• [ABOUT THIS EXERCISE]:
Type the records out again in full, exactly.

• [EXERCISE INPUT]:
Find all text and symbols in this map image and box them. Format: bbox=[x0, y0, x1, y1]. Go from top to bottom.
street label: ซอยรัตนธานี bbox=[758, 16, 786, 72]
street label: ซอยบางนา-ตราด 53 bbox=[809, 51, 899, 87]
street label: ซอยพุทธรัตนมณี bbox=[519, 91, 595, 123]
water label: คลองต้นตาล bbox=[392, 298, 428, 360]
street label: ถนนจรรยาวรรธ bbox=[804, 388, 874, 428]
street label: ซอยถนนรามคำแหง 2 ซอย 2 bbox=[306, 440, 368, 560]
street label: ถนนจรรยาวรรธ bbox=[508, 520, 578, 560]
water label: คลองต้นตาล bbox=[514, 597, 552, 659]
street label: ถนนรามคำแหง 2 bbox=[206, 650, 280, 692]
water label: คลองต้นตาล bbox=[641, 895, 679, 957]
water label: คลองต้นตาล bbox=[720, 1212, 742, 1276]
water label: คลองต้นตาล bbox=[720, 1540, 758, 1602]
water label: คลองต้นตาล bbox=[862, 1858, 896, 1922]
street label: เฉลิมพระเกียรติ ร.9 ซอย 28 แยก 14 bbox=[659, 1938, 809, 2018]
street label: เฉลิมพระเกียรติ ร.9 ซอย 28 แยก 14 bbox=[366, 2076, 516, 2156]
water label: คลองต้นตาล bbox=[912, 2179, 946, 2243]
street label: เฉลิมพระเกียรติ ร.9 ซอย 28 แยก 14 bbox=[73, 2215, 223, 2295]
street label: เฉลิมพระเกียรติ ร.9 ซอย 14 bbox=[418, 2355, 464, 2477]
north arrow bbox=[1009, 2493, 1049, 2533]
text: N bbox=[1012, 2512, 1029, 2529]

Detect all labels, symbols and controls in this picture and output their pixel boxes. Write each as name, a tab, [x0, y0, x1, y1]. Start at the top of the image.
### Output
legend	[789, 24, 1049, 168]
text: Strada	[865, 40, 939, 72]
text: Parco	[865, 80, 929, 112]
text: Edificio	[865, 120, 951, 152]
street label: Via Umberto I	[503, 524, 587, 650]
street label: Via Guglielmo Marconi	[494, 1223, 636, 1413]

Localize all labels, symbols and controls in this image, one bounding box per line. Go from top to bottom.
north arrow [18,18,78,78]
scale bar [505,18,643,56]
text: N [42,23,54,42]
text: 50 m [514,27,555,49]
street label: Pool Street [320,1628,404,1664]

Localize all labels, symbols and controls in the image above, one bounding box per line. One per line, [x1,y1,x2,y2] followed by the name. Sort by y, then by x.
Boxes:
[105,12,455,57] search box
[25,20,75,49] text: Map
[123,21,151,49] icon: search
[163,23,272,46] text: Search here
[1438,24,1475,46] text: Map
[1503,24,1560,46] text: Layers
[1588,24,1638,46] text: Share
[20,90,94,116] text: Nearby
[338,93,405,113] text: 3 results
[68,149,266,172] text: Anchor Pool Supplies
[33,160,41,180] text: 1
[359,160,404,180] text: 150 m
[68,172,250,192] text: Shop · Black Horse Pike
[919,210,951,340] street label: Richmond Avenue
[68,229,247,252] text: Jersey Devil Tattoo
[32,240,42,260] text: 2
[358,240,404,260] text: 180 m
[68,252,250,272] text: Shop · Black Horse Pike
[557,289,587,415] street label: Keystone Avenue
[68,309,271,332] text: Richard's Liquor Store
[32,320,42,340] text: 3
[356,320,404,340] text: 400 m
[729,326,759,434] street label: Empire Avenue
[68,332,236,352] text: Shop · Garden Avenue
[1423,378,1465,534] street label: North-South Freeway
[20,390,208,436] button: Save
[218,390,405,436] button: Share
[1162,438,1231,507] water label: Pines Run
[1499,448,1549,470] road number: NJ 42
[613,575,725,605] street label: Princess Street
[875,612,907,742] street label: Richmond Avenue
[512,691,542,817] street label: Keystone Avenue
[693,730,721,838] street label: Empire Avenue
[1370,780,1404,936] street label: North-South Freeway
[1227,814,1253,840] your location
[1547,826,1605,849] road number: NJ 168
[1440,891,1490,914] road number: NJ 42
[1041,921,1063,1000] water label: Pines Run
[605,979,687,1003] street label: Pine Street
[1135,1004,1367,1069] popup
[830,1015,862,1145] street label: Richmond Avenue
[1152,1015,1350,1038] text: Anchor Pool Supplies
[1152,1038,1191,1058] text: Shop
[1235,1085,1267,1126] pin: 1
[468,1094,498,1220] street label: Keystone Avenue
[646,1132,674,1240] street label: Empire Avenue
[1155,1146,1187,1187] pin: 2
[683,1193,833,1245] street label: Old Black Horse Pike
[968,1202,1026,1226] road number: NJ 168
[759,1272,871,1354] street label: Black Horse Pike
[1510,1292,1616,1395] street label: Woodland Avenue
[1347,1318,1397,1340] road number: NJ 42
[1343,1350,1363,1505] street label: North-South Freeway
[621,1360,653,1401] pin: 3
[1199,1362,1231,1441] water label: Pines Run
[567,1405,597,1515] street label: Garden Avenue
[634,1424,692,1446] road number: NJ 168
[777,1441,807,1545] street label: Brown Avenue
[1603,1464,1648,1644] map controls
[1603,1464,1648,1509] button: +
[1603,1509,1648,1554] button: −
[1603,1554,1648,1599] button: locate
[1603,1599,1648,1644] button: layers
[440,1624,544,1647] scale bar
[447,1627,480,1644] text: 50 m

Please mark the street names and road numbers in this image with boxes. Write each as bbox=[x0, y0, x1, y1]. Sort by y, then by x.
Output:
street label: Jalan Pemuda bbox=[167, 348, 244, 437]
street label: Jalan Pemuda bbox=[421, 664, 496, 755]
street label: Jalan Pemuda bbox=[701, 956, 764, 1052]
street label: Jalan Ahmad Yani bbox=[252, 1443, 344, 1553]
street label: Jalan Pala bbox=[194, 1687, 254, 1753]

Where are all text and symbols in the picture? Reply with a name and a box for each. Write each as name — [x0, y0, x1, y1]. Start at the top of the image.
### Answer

• [WRITTEN SOLUTION]:
Find all text and symbols in this map image and box them. Format: bbox=[x0, y0, x1, y1]. Go from top to bottom.
street label: ซอยรัตนธานี bbox=[758, 16, 786, 72]
street label: ซอยบางนา-ตราด 53 bbox=[809, 51, 899, 87]
street label: ซอยพุทธรัตนมณี bbox=[519, 91, 595, 123]
water label: คลองต้นตาล bbox=[392, 298, 428, 360]
street label: ถนนจรรยาวรรธ bbox=[804, 388, 874, 428]
street label: ซอยถนนรามคำแหง 2 ซอย 2 bbox=[306, 440, 368, 560]
street label: ถนนจรรยาวรรธ bbox=[508, 520, 578, 560]
water label: คลองต้นตาล bbox=[514, 597, 552, 659]
street label: ถนนรามคำแหง 2 bbox=[206, 650, 280, 692]
water label: คลองต้นตาล bbox=[641, 895, 679, 957]
water label: คลองต้นตาล bbox=[720, 1212, 742, 1276]
water label: คลองต้นตาล bbox=[720, 1540, 758, 1602]
water label: คลองต้นตาล bbox=[862, 1858, 896, 1922]
street label: เฉลิมพระเกียรติ ร.9 ซอย 28 แยก 14 bbox=[659, 1938, 809, 2018]
street label: เฉลิมพระเกียรติ ร.9 ซอย 28 แยก 14 bbox=[366, 2076, 516, 2156]
water label: คลองต้นตาล bbox=[912, 2179, 946, 2243]
street label: เฉลิมพระเกียรติ ร.9 ซอย 28 แยก 14 bbox=[73, 2215, 223, 2295]
street label: เฉลิมพระเกียรติ ร.9 ซอย 14 bbox=[418, 2355, 464, 2477]
north arrow bbox=[1009, 2493, 1049, 2533]
text: N bbox=[1012, 2512, 1029, 2529]

Detect all labels, symbols and controls in this picture and output their pixel boxes. Write each as name, a tab, [x0, y0, x1, y1]. Start at the top of the image.
### Output
legend	[789, 24, 1049, 168]
text: Strada	[865, 40, 939, 72]
text: Parco	[865, 80, 929, 112]
text: Edificio	[865, 120, 951, 152]
street label: Via Umberto I	[503, 524, 587, 650]
street label: Via Guglielmo Marconi	[494, 1223, 636, 1413]

Localize all labels, symbols and controls in this image, one bounding box per line. Go from top to bottom.
north arrow [18,18,78,78]
scale bar [505,18,643,56]
text: N [42,23,54,42]
text: 50 m [514,27,555,49]
street label: Pool Street [320,1628,404,1664]

Localize all labels, symbols and controls in the image above, one bounding box per line. One per line, [x1,y1,x2,y2] followed by the name. Sort by y, then by x.
Boxes:
[105,12,455,57] search box
[25,20,75,49] text: Map
[123,21,151,49] icon: search
[163,23,272,46] text: Search here
[1438,24,1475,46] text: Map
[1503,24,1560,46] text: Layers
[1588,24,1638,46] text: Share
[20,90,94,116] text: Nearby
[338,93,405,113] text: 3 results
[68,149,266,172] text: Anchor Pool Supplies
[33,160,41,180] text: 1
[359,160,404,180] text: 150 m
[68,172,250,192] text: Shop · Black Horse Pike
[919,210,951,340] street label: Richmond Avenue
[68,229,247,252] text: Jersey Devil Tattoo
[32,240,42,260] text: 2
[358,240,404,260] text: 180 m
[68,252,250,272] text: Shop · Black Horse Pike
[557,289,587,415] street label: Keystone Avenue
[68,309,271,332] text: Richard's Liquor Store
[32,320,42,340] text: 3
[356,320,404,340] text: 400 m
[729,326,759,434] street label: Empire Avenue
[68,332,236,352] text: Shop · Garden Avenue
[1423,378,1465,534] street label: North-South Freeway
[20,390,208,436] button: Save
[218,390,405,436] button: Share
[1162,438,1231,507] water label: Pines Run
[1499,448,1549,470] road number: NJ 42
[613,575,725,605] street label: Princess Street
[875,612,907,742] street label: Richmond Avenue
[512,691,542,817] street label: Keystone Avenue
[693,730,721,838] street label: Empire Avenue
[1370,780,1404,936] street label: North-South Freeway
[1227,814,1253,840] your location
[1547,826,1605,849] road number: NJ 168
[1440,891,1490,914] road number: NJ 42
[1041,921,1063,1000] water label: Pines Run
[605,979,687,1003] street label: Pine Street
[1135,1004,1367,1069] popup
[830,1015,862,1145] street label: Richmond Avenue
[1152,1015,1350,1038] text: Anchor Pool Supplies
[1152,1038,1191,1058] text: Shop
[1235,1085,1267,1126] pin: 1
[468,1094,498,1220] street label: Keystone Avenue
[646,1132,674,1240] street label: Empire Avenue
[1155,1146,1187,1187] pin: 2
[683,1193,833,1245] street label: Old Black Horse Pike
[968,1202,1026,1226] road number: NJ 168
[759,1272,871,1354] street label: Black Horse Pike
[1510,1292,1616,1395] street label: Woodland Avenue
[1347,1318,1397,1340] road number: NJ 42
[1343,1350,1363,1505] street label: North-South Freeway
[621,1360,653,1401] pin: 3
[1199,1362,1231,1441] water label: Pines Run
[567,1405,597,1515] street label: Garden Avenue
[634,1424,692,1446] road number: NJ 168
[777,1441,807,1545] street label: Brown Avenue
[1603,1464,1648,1644] map controls
[1603,1464,1648,1509] button: +
[1603,1509,1648,1554] button: −
[1603,1554,1648,1599] button: locate
[1603,1599,1648,1644] button: layers
[440,1624,544,1647] scale bar
[447,1627,480,1644] text: 50 m

Please mark the street names and road numbers in this image with boxes. Write each as bbox=[x0, y0, x1, y1]. Sort by y, then by x.
Output:
street label: Jalan Pemuda bbox=[167, 348, 244, 437]
street label: Jalan Pemuda bbox=[421, 664, 496, 755]
street label: Jalan Pemuda bbox=[701, 956, 764, 1052]
street label: Jalan Ahmad Yani bbox=[252, 1443, 344, 1553]
street label: Jalan Pala bbox=[194, 1687, 254, 1753]

Where are all text and symbols in the picture? Reply with a name and a box for each. Write each as name — [x0, y0, x1, y1]. Start at the top of the image.
### Answer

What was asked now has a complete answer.